Disparitions

Kasumi et Ishiyama sont amants. Pour pouvoir passer plus que quelques heures volées de temps à autre avec elle, Ishiyama achète une maison de campagne dans l’île d’Hokkaido, dont est originaire Kasumi. Il propose que leurs deux familles y partent pour les vacances. C’est chose facile : Ishiyama est, depuis des années, le meilleur client de la petite entreprise de graphisme du mari de Kasumi, et l’ami de celui-ci.

Mais les vacances tournent au drame lorsque, un matin, la fille aînée de Kasumi, âgée de 5 ans, disparaît. L’enquête piétine, faute d’indices : l’enfant n’est restée seule que quelques minutes, la résidence où se trouve la maison est très isolée, en haut d’une montagne à laquelle mène une seule route, qu’aucune voiture n’a empruntée.

A la détresse et au chagrin qu’éprouvent Kasumi s’ajoute un profond sentiment de culpabilité : elle rend responsable de la disparition de sa fille le fait que, la nuit précédente, elle avait pensé entre les bras d’Ishyami qu’elle pourrait abandonner ses enfants pour lui.

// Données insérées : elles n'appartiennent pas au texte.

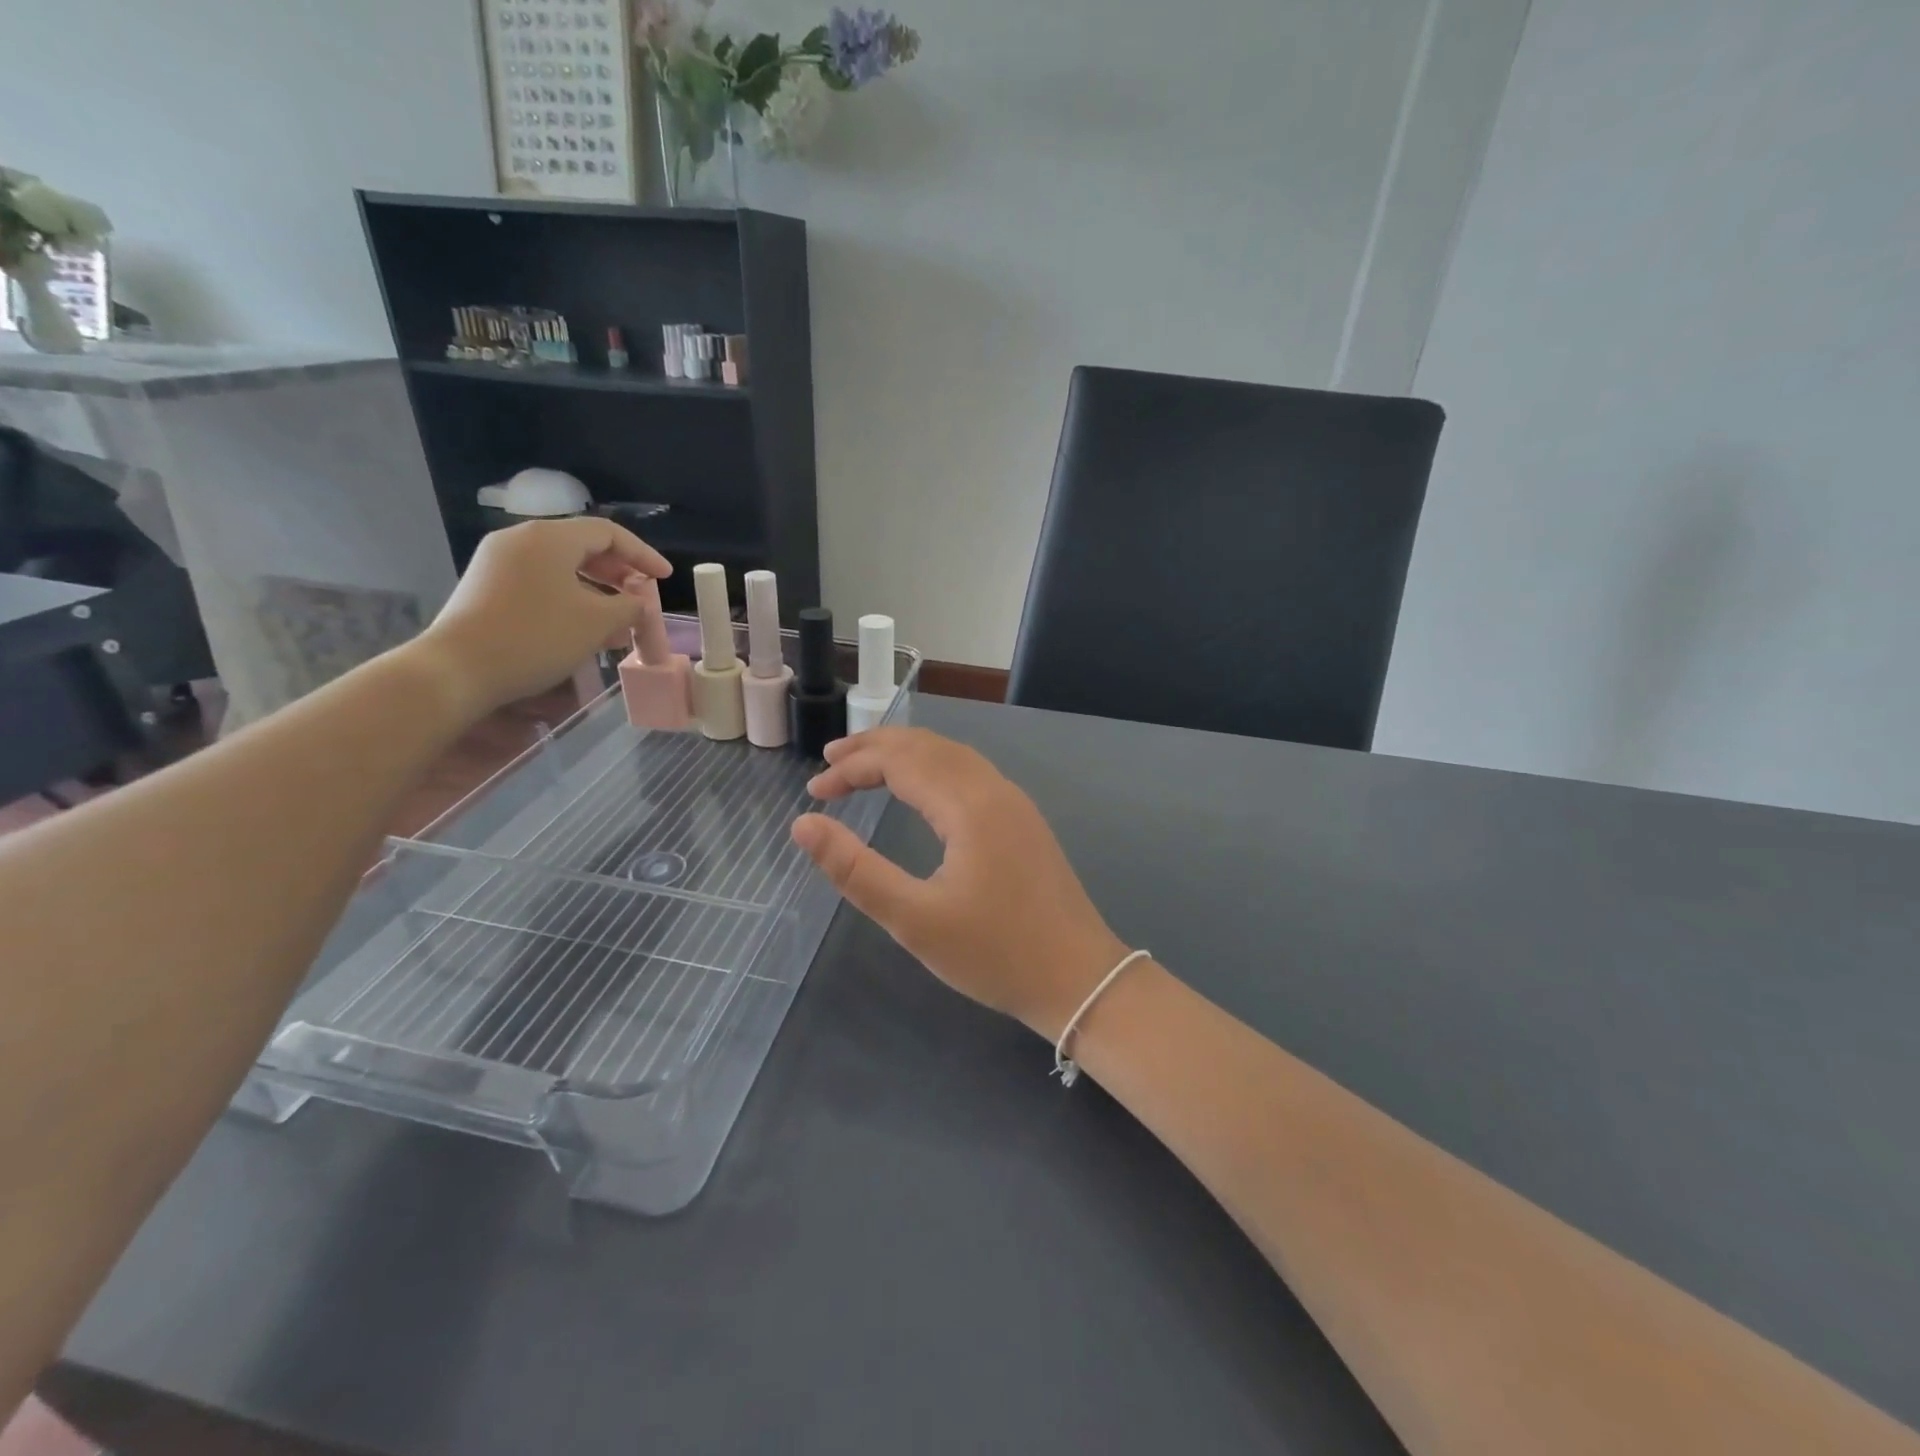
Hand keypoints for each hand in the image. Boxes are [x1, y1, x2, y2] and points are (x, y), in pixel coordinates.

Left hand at [410, 518, 669, 717]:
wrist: (458, 669)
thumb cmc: (536, 637)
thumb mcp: (597, 622)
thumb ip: (629, 606)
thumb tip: (638, 602)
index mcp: (549, 538)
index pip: (608, 533)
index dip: (642, 554)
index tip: (664, 578)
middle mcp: (521, 540)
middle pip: (583, 547)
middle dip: (619, 573)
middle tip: (641, 598)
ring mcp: (499, 563)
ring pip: (562, 568)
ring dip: (597, 591)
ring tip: (618, 622)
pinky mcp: (488, 587)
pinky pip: (541, 583)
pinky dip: (570, 599)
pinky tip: (584, 628)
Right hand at [792, 728, 1129, 1040]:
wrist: (1079, 979)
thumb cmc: (994, 954)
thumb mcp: (914, 920)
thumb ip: (855, 870)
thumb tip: (804, 824)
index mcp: (968, 805)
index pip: (899, 761)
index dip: (851, 768)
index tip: (814, 792)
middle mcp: (994, 789)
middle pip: (927, 746)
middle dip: (875, 748)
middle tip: (830, 761)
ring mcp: (1015, 803)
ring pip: (952, 756)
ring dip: (906, 754)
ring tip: (865, 766)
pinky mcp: (1024, 821)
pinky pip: (970, 773)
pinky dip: (933, 768)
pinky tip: (920, 788)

Et cette disparition trouve un écho dans le vécu de Kasumi, qui a fui la maison de ses parents quand elle avait 18 ans, et ne leur a jamais donné de nouvelles depuis. Son obstination à vouloir retrouver sa fille va peu à peu l’isoler.

Natsuo Kirino s’est taillé, par son talent, une solide notoriété en tant qu’auteur de romans policiers et a remporté de nombreux prix, dont le prix Naoki, en 1999, pour ce roman, Disparitions. Mais ça, je ne l’ai appris qu’après avoir terminé ma lecture, et j’en ai été bien étonnée, car je n’aurais pas songé à considérer ce gros livre (plus de 500 pages) comme un roman policier.  Je l’aurais plutôt décrit comme un roman psychologique.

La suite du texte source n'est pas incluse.